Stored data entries
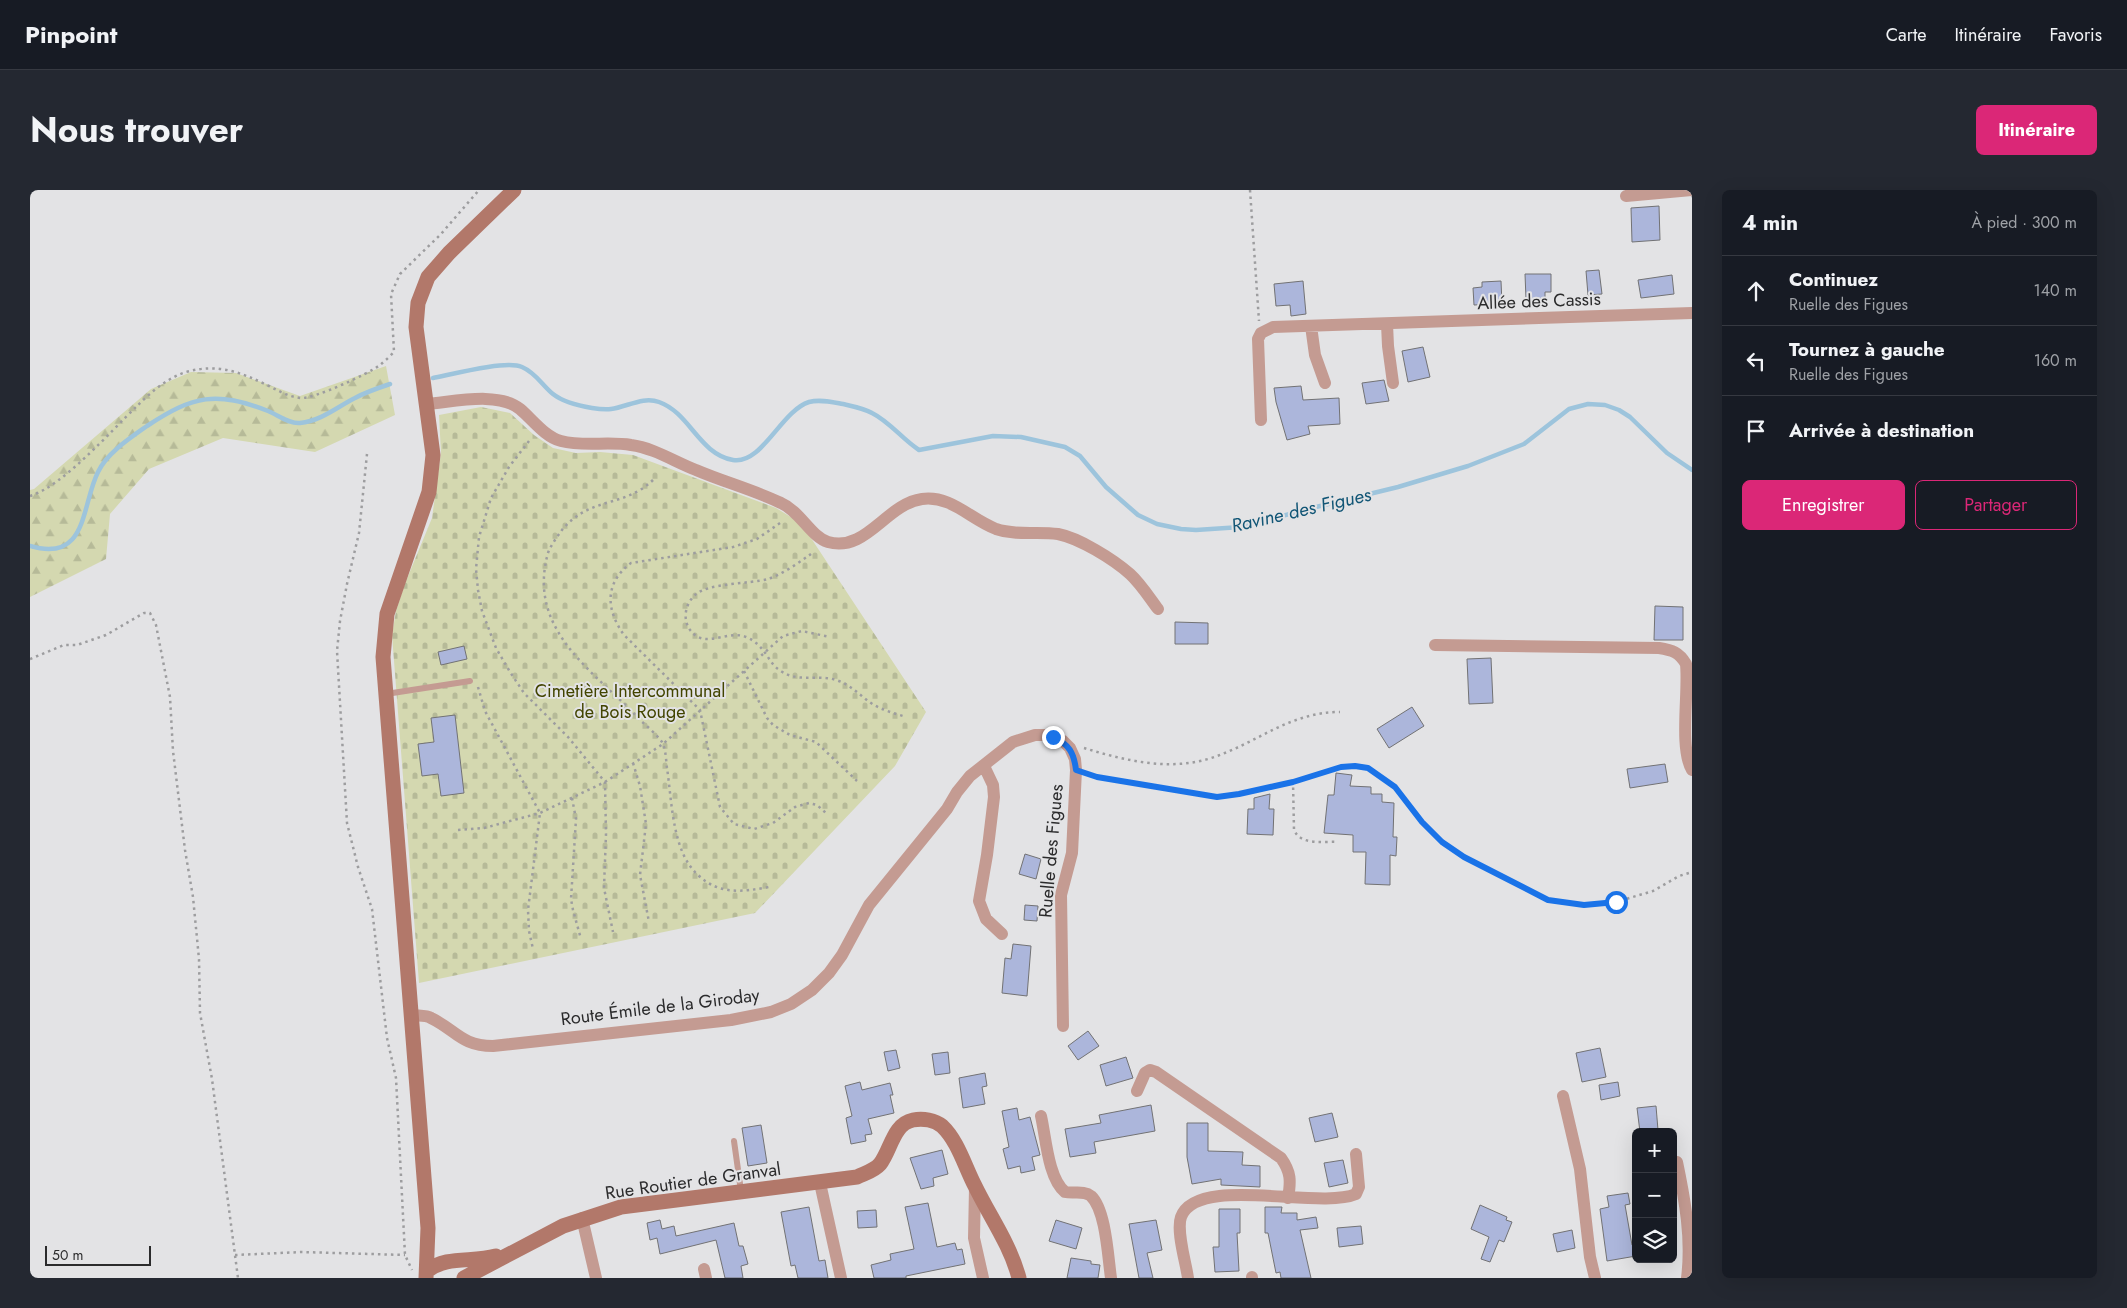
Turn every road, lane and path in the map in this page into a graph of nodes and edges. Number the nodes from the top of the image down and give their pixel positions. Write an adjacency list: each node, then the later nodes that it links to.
1 (479, 190): 17 (path)
2 (514, 190): 12 (main road)
3 (1250, 190): 9 (path)
4 (1692, 190): 5 (street)
5 (1626, 196)
6 (1692, 313): 7 (street, Allée des Cassis)
7 (1387, 324): 8 (street, Allée des Cassis); 11 (street)
8 (1311, 326): 9 (street, Allée des Cassis); 10 (street)
9 (1261, 333): 13 (street)
10 (1325, 383)
11 (1393, 383)
12 (427, 404): 20 (street); 27 (main road)
13 (1261, 420)
14 (529, 441): 38 (path)
15 (367, 454): 68 (path)
16 (653, 480): 32 (path)
17 (30, 496)
18 (780, 523): 28 (path)
19 (811, 554): 23 (path)
20 (1158, 609)
21 (830, 637): 23 (path)
22 (1435, 645): 36 (street)
23 (766, 651): 25 (path); 30 (path)
24 (30, 659): 67 (path)
25 (744, 671): 28 (path); 37 (path)
26 (470, 681): 27 (lane); 41 (path)
27 (386, 694): 52 (main road)
28 (700, 710): 32 (path); 42 (path)
29 (1340, 712): 31 (path)
30 (903, 716)
31 (1063, 741): 34 (street); 35 (street, Ruelle des Figues)
32 (663, 744): 33 (path); 46 (path)
33 (634, 763): 38 (path); 47 (path)
34 (984, 766): 49 (street); 52 (street, Route Émile de la Giroday)
35 (1076, 770): 39 (path, Ruelle des Figues); 53 (street, Ruelle des Figues)
36 (1692, 770)
37 (857, 781)
38 (605, 782): 40 (path); 48 (path)
39 (1293, 782): 44 (path); 45 (path, Ruelle des Figues)
40 (572, 798): 41 (path); 50 (path)
41 (540, 814): 43 (path); 51 (path)
42 (827, 814)
43 (458, 830)
44 (1338, 842)
45 (1692, 872)
46 (769, 887)
47 (649, 922)
48 (613, 932)
49 (1002, 934)
50 (581, 939)
51 (533, 949)
52 (412, 1015): 65 (main road)
53 (1062, 1026)
54 (1137, 1091): 63 (street)
55 (1563, 1096): 79 (street)
56 (1042, 1116): 77 (street)
57 (734, 1141): 62 (lane)
58 (1356, 1154): 63 (street)
59 (1677, 1162): 80 (street)
60 (820, 1183): 61 (main road, Rue Routier de Granval); 62 (main road, Rue Routier de Granval); 74 (street)
61 (976, 1188): 75 (street); 76 (main road, Rue Routier de Granval)
62 (741, 1191): 64 (main road, Rue Routier de Granval)
63 (1288, 1198): 78 (street)
64 (582, 1218): 66 (main road, Rue Routier de Granval); 73 (street)
65 (428, 1228): 69 (main road); 70 (main road)
66 (519, 1249): 69 (main road, Rue Routier de Granval); 72 (main road, Rue Routier de Granval)
67 (235, 1255): 68 (path); 71 (path)
68 (405, 1255): 70 (path)
69 (454, 1260): 70 (main road, Rue Routier de Granval)
70 (422, 1274)
71 (238, 1278)
72 (464, 1278)
73 (596, 1278)
74 (841, 1278)
75 (982, 1278)
76 (1019, 1278)
77 (1111, 1278)
78 (1188, 1278)
79 (1595, 1278)
80 (1687, 1278)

> [Your goal]: Apart from the pictures, return every entry above exactly as given.

> [Completed exercise]:
Turn every road, lane and path in the map in this page into a graph of nodes and edges. Number the nodes from the top of the image down and give their pixel positions. Write an adjacency list: each node, then the later nodes that it links to.
1 (479, 190): 17 (path)
2 (514, 190): 12 (main road)
3 (1250, 190): 9 (path)
4 (1692, 190): 5 (street)
5 (1626, 196)
6 (1692, 313): 7 (street, Allée des Cassis)
7 (1387, 324): 8 (street, Allée des Cassis); 11 (street)
8 (1311, 326): 9 (street, Allée des Cassis); 10 (street)
9 (1261, 333): 13 (street)
10 (1325, 383)
11 (1393, 383)
12 (427, 404): 20 (street); 27 (main road)
13 (1261, 420)
14 (529, 441): 38 (path)
15 (367, 454): 68 (path)
16 (653, 480): 32 (path)
17 (30, 496)
18 (780, 523): 28 (path)
19 (811, 554): 23 (path)
20 (1158, 609)
21 (830, 637): 23 (path)
22 (1435, 645): 36 (street)
23 (766, 651): 25 (path); 30 (path)
24 (30, 659): 67 (path)
25 (744, 671): 28 (path); 37 (path)
26 (470, 681): 27 (lane); 41 (path)
27 (386, 694): 52 (main road)
28 (700, 710): 32 (path); 42 (path)
29 (1340, 712): 31 (path)
30 (903, 716)
31 (1063, 741): 34 (street); 35 (street, Ruelle des Figues)
32 (663, 744): 33 (path); 46 (path)
33 (634, 763): 38 (path); 47 (path)
34 (984, 766): 49 (street); 52 (street, Route Émile de la Giroday)
35 (1076, 770): 39 (path, Ruelle des Figues); 53 (street, Ruelle des Figues)
36 (1692, 770)
37 (857, 781)
38 (605, 782): 40 (path); 48 (path)
39 (1293, 782): 44 (path); 45 (path, Ruelle des Figues)
40 (572, 798): 41 (path); 50 (path)
41 (540, 814): 43 (path); 51 (path)
42 (827, 814)
43 (458, 830)
44 (1338, 842)
45 (1692, 872)
46 (769, 887)
47 (649, 922)
48 (613, 932)
49 (1002, 934)
50 (581, 939)
51 (533, 949)
52 (412, 1015): 65 (main road)
53 (1062, 1026)
54 (1137, 1091): 63 (street)
55 (1563, 1096): 79 (street)
56 (1042, 1116): 77 (street)
57 (734, 1141): 62 (lane)
58 (1356, 1154): 63 (street)
59 (1677, 1162): 80 (street)
60 (820, 1183): 61 (main road, Rue Routier de Granval); 62 (main road, Rue Routier de Granval); 74 (street)
61 (976, 1188): 75 (street); 76 (main road, Rue Routier de Granval)
62 (741, 1191): 64 (main road, Rue Routier de Granval)
63 (1288, 1198): 78 (street)
64 (582, 1218): 66 (main road, Rue Routier de Granval); 73 (street)
65 (428, 1228): 69 (main road); 70 (main road)
66 (519, 1249): 69 (main road, Rue Routier de Granval); 72 (main road, Rue Routier de Granval)
67 (235, 1255): 68 (path); 71 (path)
68 (405, 1255): 70 (path)
69 (454, 1260): 70 (main road, Rue Routier de Granval)
70 (422, 1274)
71 (238, 1278)
72 (464, 1278)
73 (596, 1278)
74 (841, 1278)
75 (982, 1278)
76 (1019, 1278)
77 (1111, 1278)
78 (1188, 1278)
79 (1595, 1278)
80 (1687, 1278)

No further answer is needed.